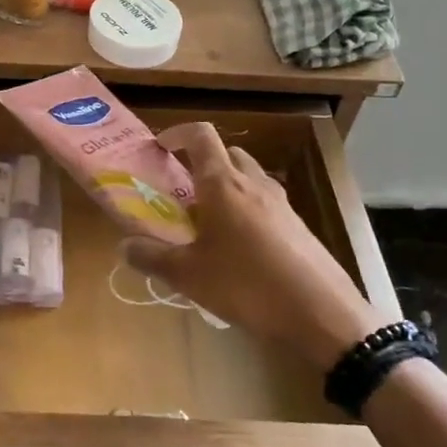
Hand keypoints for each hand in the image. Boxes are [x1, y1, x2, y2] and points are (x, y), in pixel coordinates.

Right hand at [120, 123, 389, 368]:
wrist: (322, 313)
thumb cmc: (247, 284)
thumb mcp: (189, 275)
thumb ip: (152, 257)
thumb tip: (124, 246)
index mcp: (223, 184)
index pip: (201, 136)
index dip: (178, 133)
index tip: (161, 147)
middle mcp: (253, 183)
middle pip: (227, 153)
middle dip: (202, 162)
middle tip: (182, 189)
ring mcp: (280, 203)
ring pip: (248, 177)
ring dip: (226, 186)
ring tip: (208, 220)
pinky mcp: (298, 225)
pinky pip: (265, 203)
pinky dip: (247, 209)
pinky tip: (239, 248)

■ Exercise objective ■
All lines from the one containing "ring pip: (248, 177)" to the last line of the material above must be copied exactly, and only those.

■ Response area ■
ring pip: (248, 177)
ring dip: (226, 186)
ring tip: (208, 220)
pinky mcp: (298, 225)
pinky pip: (265, 203)
pinky dip: (247, 209)
pinky tip: (239, 248)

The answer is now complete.